Cette uvre tout en dérision est, en réalité, un travail de reconstruction, de réhabilitation de son moi. Elle sait que les cancrelats, comme le dit si bien la sagesse du pays vili, ne peuvent pas aller plaider leur cause devant un tribunal où siègent des poules : ils seraient vite becquetés. Et elle refuse de laisser aux vainqueurs l’exclusivité d’écrire l’Histoire.
Née en 1968, Bessora est la fille d’un homme politique gabonais qu’elle ne veut pas mêler à sa carrière littéraire. Elle a deux passeports, l’un gabonais, l’autre suisse, et elle se définit, avec cet humour qui la caractérise, comme une « gabono-helvético-belge ». De 6 à 16 ans, elle vit au Gabon. Son père travaille pour Elf à Port-Gentil, la ville du pétrole. À sa sortie du lycée André-Raponda, elle repart pour la Suisse et entreprend des études commerciales. Bessora vivra aussi aux États-Unis, où son père est diplomate. Enfant, elle rêvait de devenir hôtesse de l’air. Mais elle travaillera plutôt dans une banque suisse et dans un cabinet d’audit. Activités ennuyeuses, sans doute, parce qu’elle laisse tout tomber, même si c’est bien payé.

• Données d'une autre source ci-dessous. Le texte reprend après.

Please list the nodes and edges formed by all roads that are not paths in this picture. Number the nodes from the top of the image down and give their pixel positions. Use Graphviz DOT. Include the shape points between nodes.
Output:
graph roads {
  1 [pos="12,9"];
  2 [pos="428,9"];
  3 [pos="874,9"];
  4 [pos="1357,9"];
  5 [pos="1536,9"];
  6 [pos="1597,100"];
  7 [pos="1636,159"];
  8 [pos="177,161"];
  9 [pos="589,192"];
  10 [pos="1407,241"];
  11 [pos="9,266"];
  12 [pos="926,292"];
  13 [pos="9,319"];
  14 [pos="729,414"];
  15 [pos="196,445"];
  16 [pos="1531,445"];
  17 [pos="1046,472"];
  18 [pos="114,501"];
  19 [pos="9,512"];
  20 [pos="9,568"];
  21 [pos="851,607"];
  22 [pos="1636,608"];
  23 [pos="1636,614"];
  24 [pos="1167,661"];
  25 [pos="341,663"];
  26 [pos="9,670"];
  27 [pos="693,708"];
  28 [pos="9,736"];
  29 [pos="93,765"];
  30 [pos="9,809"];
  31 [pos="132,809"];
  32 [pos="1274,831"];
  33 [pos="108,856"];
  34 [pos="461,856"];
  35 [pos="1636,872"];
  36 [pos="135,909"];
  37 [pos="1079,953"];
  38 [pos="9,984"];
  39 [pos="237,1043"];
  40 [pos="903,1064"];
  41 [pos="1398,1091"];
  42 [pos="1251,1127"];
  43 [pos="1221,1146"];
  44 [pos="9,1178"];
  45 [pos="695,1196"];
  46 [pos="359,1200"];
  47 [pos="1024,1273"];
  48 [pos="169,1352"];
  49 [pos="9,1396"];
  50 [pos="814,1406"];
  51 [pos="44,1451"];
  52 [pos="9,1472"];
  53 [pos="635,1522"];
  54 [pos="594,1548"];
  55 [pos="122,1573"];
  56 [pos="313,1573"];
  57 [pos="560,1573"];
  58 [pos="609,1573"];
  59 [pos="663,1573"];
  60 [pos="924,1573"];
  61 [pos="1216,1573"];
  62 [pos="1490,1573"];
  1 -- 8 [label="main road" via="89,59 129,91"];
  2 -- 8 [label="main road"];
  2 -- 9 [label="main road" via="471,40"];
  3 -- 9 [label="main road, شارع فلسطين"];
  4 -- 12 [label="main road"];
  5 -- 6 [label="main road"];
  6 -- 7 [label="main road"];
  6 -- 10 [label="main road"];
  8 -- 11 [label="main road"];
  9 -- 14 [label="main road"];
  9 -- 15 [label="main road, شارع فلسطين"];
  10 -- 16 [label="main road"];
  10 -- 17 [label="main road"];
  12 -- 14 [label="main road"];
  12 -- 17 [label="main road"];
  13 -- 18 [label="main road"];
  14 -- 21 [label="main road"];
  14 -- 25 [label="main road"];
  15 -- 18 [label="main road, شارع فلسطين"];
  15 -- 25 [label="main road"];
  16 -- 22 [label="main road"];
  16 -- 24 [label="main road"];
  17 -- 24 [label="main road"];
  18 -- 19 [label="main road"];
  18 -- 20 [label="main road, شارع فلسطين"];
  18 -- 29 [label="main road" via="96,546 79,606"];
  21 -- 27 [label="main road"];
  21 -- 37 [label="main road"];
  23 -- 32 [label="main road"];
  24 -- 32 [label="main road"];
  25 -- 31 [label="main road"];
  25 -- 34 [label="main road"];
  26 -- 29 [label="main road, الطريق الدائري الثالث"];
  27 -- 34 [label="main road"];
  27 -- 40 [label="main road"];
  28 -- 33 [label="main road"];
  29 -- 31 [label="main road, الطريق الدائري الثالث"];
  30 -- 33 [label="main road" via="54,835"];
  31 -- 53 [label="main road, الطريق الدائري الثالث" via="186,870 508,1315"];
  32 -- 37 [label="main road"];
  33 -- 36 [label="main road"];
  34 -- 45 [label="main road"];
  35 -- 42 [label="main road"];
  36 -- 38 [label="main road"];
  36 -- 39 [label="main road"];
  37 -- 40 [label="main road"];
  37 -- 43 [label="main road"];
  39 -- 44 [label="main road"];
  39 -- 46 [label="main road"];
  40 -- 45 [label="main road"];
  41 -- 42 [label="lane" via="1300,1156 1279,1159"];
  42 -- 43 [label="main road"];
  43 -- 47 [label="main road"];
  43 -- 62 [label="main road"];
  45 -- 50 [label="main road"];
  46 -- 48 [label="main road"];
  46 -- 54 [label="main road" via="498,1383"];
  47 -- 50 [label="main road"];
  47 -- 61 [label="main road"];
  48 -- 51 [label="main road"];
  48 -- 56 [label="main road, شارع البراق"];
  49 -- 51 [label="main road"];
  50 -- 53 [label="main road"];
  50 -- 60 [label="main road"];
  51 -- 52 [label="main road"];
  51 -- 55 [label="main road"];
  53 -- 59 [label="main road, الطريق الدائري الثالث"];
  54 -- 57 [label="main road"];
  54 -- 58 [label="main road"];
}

Quand elle décide, dans les années 1990, de venir en France pour étudier l’anthropologie, elle ne sait pas qu’elle vient de prendre une décision importante. C’est par l’anthropologie qu’elle arrive à l’écriture, son « destin ». Elle y entre, marquée par son enfance au Gabon : « Si je n’avais pas grandi dans ce pays, dit-elle, dans cette ville, dans cette famille, dans cette école, avec ces amis, je ne serais pas devenue écrivain. Ce n’est pas un auteur qui m’a donné envie d’écrire. C’est mon enfance, sûrement. » Pour comprendre ce qui est arrivé à son pays depuis l’indépendance, Bessora explore le monde d’Elf, l’entreprise pétrolière française à qui elle consacre sa thèse en anthropologie. Son avant-dernier roman, Petroleum (Denoël, 2004), est une plongée dans la galaxie Elf.
Pourquoi cette fascination pour le monde pétrolier ? La romancière s’explique : « C’est éminemment romanesque, parce qu’au Gabon et dans le Gabon pétrolier, il y a un mélange de cynisme absolu, de barbarie financière et de poésie. » Sans être militante – elle se méfie beaucoup des militants -, Bessora, au-delà du plaisir des mots, est habitée par un rêve : rendre le monde plus beau, plus humain, plus vrai. Un rêve qui passe par un travail de mémoire, c’est-à-dire « ce qui se transmet, ce qui nous permet de ne pas nous couper de notre histoire ».